> [Work task] Set down exactly each line of the entries below, beginning at the one that contains "middle dip: (163, 127)" and ending at the last, and no others.

> [Dataset content]
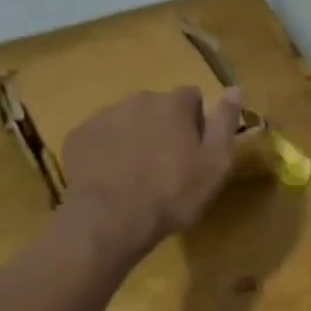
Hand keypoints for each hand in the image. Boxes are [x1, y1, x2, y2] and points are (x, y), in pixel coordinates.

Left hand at [60, 87, 242, 260]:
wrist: (109, 221)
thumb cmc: (172, 195)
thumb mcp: (215, 165)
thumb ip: (224, 124)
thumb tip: (233, 89)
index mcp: (172, 104)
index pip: (191, 97)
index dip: (196, 121)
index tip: (195, 150)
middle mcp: (137, 100)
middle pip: (157, 106)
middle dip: (163, 127)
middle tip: (166, 165)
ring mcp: (103, 116)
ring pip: (127, 120)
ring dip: (134, 137)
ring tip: (136, 173)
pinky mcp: (78, 136)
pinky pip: (99, 136)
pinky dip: (106, 150)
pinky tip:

> [Output for this exercise]
middle dip: (163, 127)
middle tip: (166, 165)
ring mcp: (103, 116)
ring pip: (127, 120)
ring dip: (134, 137)
ring tip: (136, 173)
pinky mcp: (78, 136)
pinky pip: (99, 136)
pinky dip: (106, 150)
pinky tip:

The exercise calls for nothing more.